VMware 3D Avatars

Over the summer of 2021, I worked as an AI/ML research intern at VMware, where I was tasked with creating a 3D avatar generation solution. This pages gives an overview of why, how, and what I built.

Motivation

In a professional environment, it is typical for employees to upload photos of their face on social platforms such as slack, zoom, and anything else your team might use. However, many people don’t like to share photos of their face. They may not have any photos of themselves that they like, or they may be uncomfortable about certain details on their face. 3D avatars are one possible solution for this. The avatars are still recognizable, but they hide or modify certain details of their face so that employees are comfortable sharing them. The result is a better employee experience because they are more comfortable sharing their avatars, and everyone in the team is able to recognize their profile image.

How it works

The avatar generation pipeline takes in a single input image of a person’s face, and outputs either a 3D avatar or a 2D render of it, so that it can be used as a profile picture.

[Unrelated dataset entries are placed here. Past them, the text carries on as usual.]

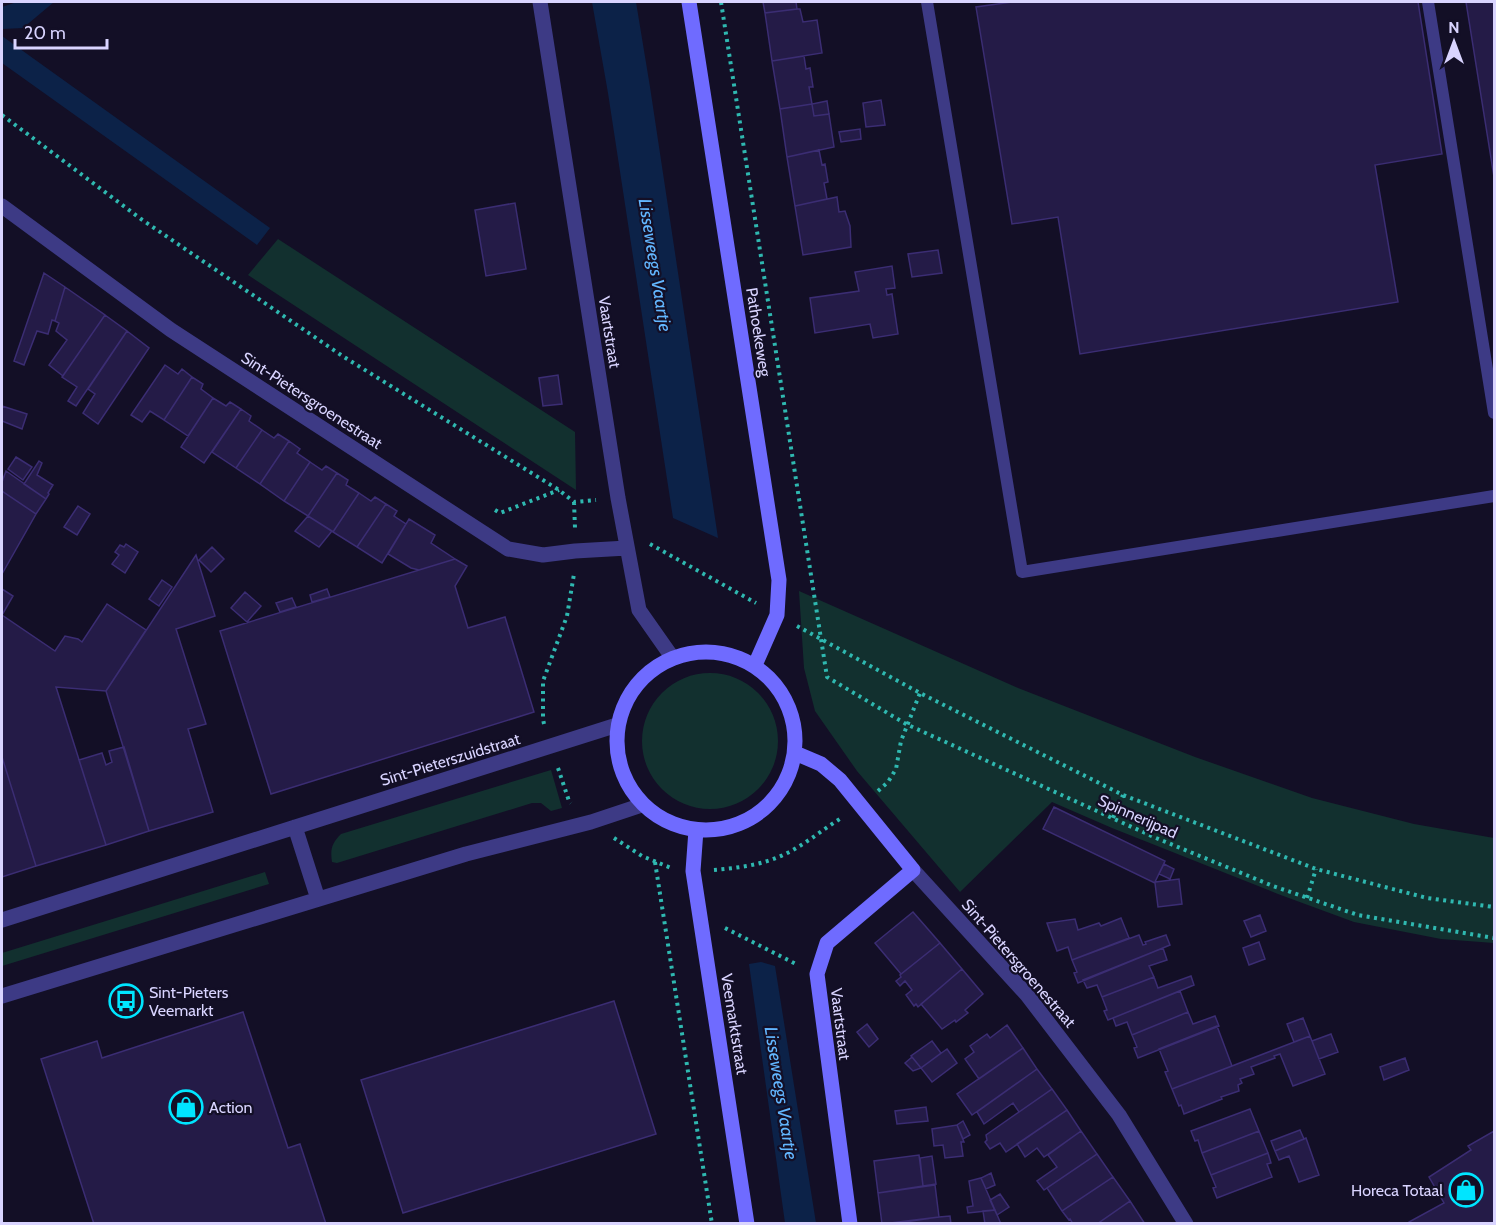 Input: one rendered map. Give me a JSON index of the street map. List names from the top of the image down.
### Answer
{
  "streets": {
    "main road": [
      "Vaartstraat",
      "Pathoekeweg",
      "Sint-Pietersgroenestraat",
      "Veemarktstraat"
    ],
    "street": ["Sint-Pieterszuidstraat"],
    "path": ["Spinnerijpad"]
  },
  "crossings": [
    ["Vaartstraat", "Pathoekeweg"],
    ["Vaartstraat", "Sint-Pietersgroenestraat"],
    ["Vaartstraat", "Sint-Pieterszuidstraat"],
    ["Vaartstraat", "Veemarktstraat"],
    ["Pathoekeweg", "Sint-Pietersgroenestraat"],
    ["Pathoekeweg", "Sint-Pieterszuidstraat"],
    ["Pathoekeweg", "Veemarktstraat"],
    ["Sint-Pietersgroenestraat", "Sint-Pieterszuidstraat"],
    ["Sint-Pietersgroenestraat", "Veemarktstraat"],
    ["Sint-Pieterszuidstraat", "Veemarktstraat"]
  ],
  "water": ["Lisseweegs Vaartje"],
  "places": {
    "bus stop": ["Sint-Pieters Veemarkt"],
    "shop": ["Action", "Horeca Totaal"]
  },
  "scale_bar": "20 m",
  "north": "top"
} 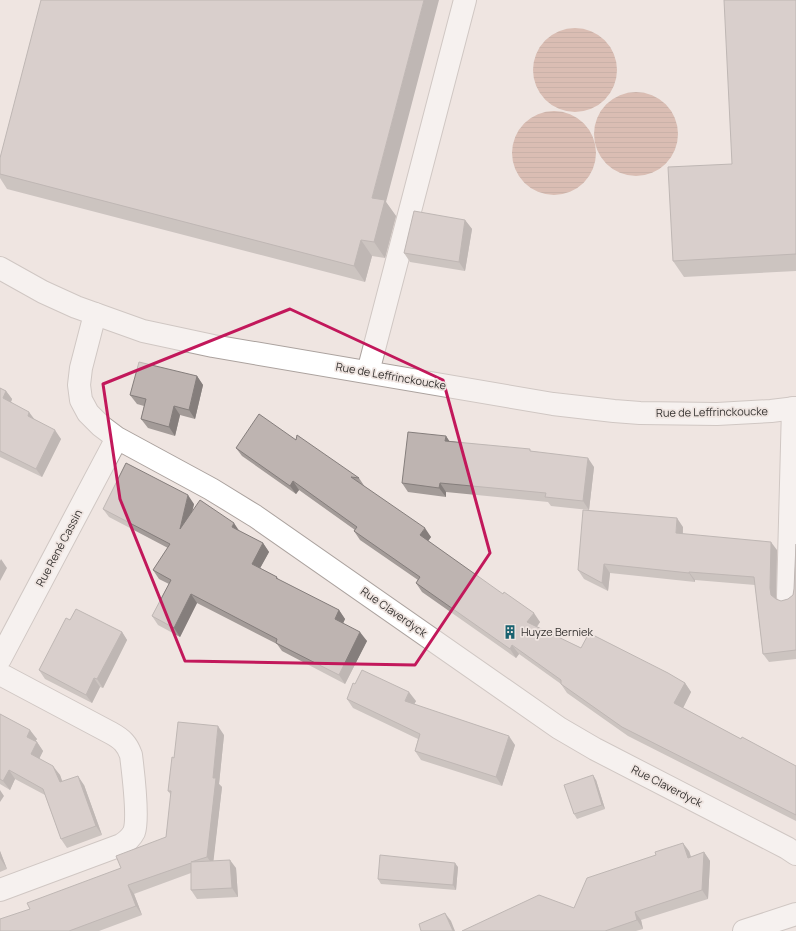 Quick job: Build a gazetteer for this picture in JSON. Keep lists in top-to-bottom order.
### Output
{
  "streets": {
    "street": ["Rue de Leffrinckoucke", "Rue René Cassin", "Rue Claverdyck"]
  },
  "crossings": [
    ["Rue de Leffrinckoucke", "Rue Claverdyck"],
    ["Rue René Cassin", "Rue Claverdyck"]
  ],
  "places": {
    "building": ["Huyze Berniek"]
  }
}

The pipeline contains many steps, several of which use or build on top of existing open-source projects or research papers.

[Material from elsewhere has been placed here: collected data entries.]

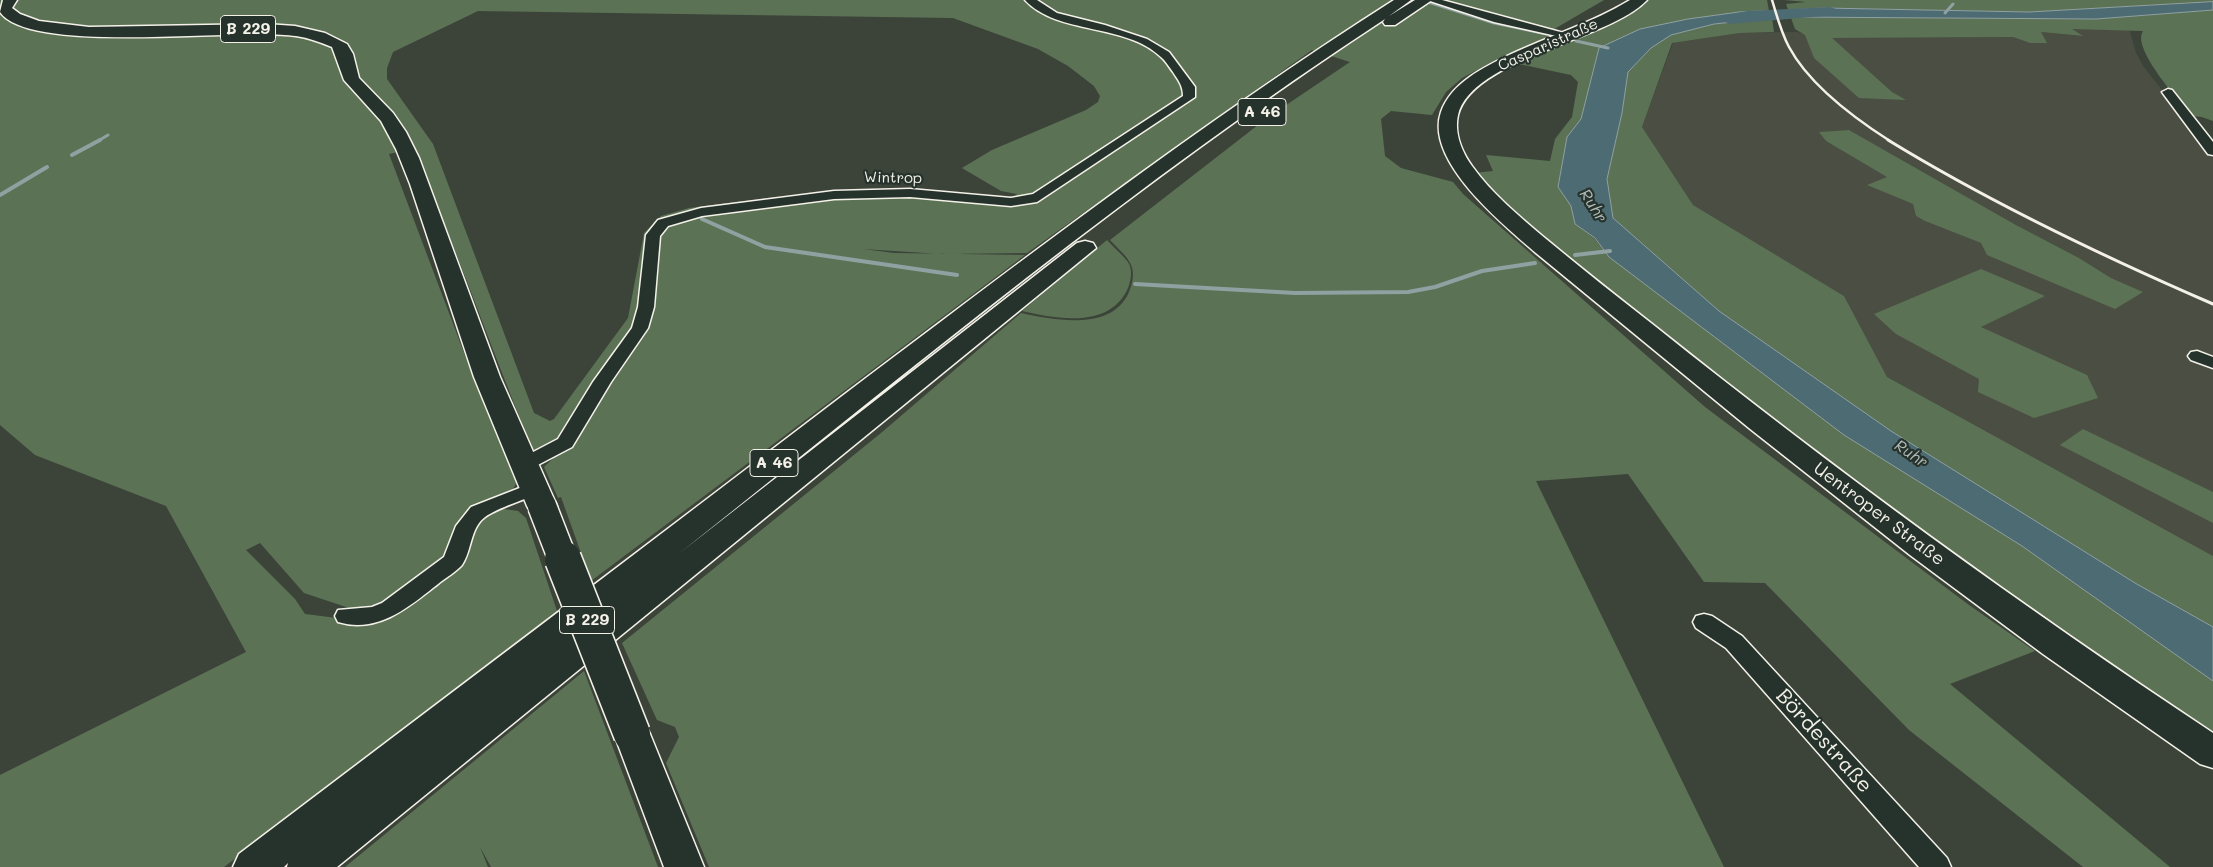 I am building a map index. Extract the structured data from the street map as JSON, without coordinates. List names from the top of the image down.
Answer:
{
  "streets": {
    "main road": [
      "B 229",
      "Casparistraße",
      "A 46",
      "Uentroper Straße"
    ],
    "street": ["Wintrop", "Bördestraße"]
  },
  "crossings": [
    ["B 229", "Wintrop"],
    ["Casparistraße", "Uentroper Straße"]
  ],
  "water": ["Ruhr"]
} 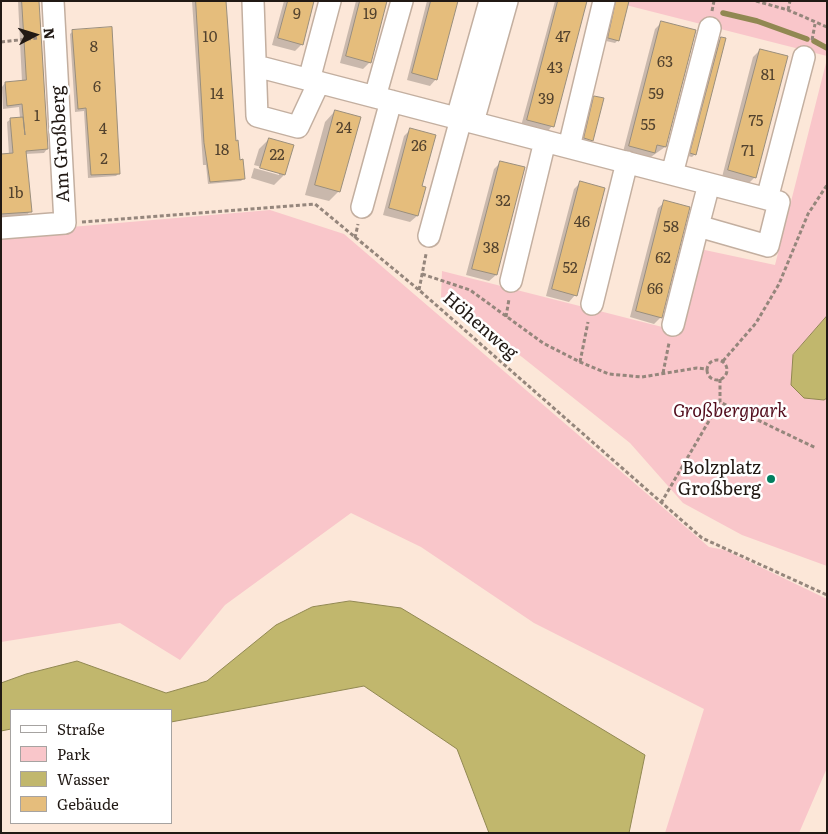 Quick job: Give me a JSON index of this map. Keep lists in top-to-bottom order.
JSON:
{
  "streets": {
    "street": ["Am Großberg"],
    "path": ["Höhenweg"]
  },
  "parks": ["Großbergpark"],
  "places": ["Bolzplatz Großberg"],
  "house_numbers": [
    "9",
    "19",
    "10",
    "47",
    "8",
    "63",
    "43",
    "81",
    "6",
    "14",
    "59",
    "39",
    "1",
    "75",
    "55",
    "24",
    "4",
    "26",
    "18",
    "71",
    "22",
    "2",
    "1b",
    "32",
    "46",
    "58",
    "38",
    "62",
    "52",
    "66"
  ],
  "legend": [
    "Straße",
    "Park",
    "Wasser",
    "Gebäude"
  ],
  "north": "right"
}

The pipeline begins with loading the image, and then detecting, cropping and aligning the face that is contained in it. After that, the pipeline splits into its two major parts - head and hair generation.

Here’s an overview of the head generation pipeline:

Detect important features on the face, such as:
- Eye color
- Gender (used to select appropriate base head shape)
- 2D/3D landmarks around the face, mouth, nose, eyes, eyebrows
Fit a statistical 3D head shape (such as Flame) to the landmarks.
Project the face image to the 3D head shape. From this, we can get a UV map, or a flattened version of the 3D texture. We can also remove any facial expression by zeroing out the expression vector in Flame. This gives the 3D model a neutral pose. Alternatively, we can create some preset expressions or let users keep their facial expressions in the avatar.
The projected texture will contain stretching and other artifacts, and missing or incorrect regions due to pose variation or occlusions such as hair and head-wear. To address this, a UV-inpainting GAN neural network is used. It fills in missing regions and corrects regions where projection artifacts may be present.
The avatar is refined according to defaults or user configuration to make it look either more realistic or hide details. Users are able to customize skin smoothness level, eye color, hair color and hairstyle, and more.

Overview of the automatic hair generation pipeline, which is used if the user does not manually select a hairstyle:

Crop and align to the face in the input image
Detect important features on the face, such as:
- Hair color
- Hair mask - segment hair on the input image
- Hair orientation map - which way the hair is flowing at each point. Gabor filters are used to achieve this.
The hair mask and orientation maps are used to find the closest matching hairstyle from a database of 3D hairstyles.

Next steps

This was a large project, and I really enjoyed working on it. Each of the steps I described above could be an internship project in itself! As such, there are many ways this project can be taken further. Here are some examples:

AR/VR conferencing - useful when people don’t want to show their face or background on video, or if they don’t want to be on video at all!
Accessories - allow avatars to wear hats, glasses, earrings and more!
More detail, features, customizability - can always make it better!

Examples

Myself

Barack Obama, from image here: https://www.biography.com/us-president/barack-obama

Emma Stone

Emma Stone, image credit: http://www.indiewire.com/2014/11/dont-love-emma-stone-yet-this-interview-will-fix-that-68047/

References:

L. Hu, C. Ma, L. Luo, and H. Li, “Single-View Hair Modeling Using A Hairstyle Database,” ACM Transactions on Graphics (Proceedings SIGGRAPH 2015), vol. 34, no. 4, Jul. 2015.
T. Li, T. Bolkart, M. J. Black, H. Li, and J. Romero, “Learning a model of facial shape and expression from 4D scans,” ACM Transactions on Graphics, (Proc. SIGGRAPH Asia), vol. 36, no. 6, pp. 194:1–194:17, 2017 [Online]. Available at: https://doi.org/10.1145/3130800.3130813
J. Lin, Y. Yuan, and Z. Zou, “MeInGame: Create a Game Character Face from a Single Portrait,” in Proceedings of the AAAI Conference on Artificial Intelligence, 2021.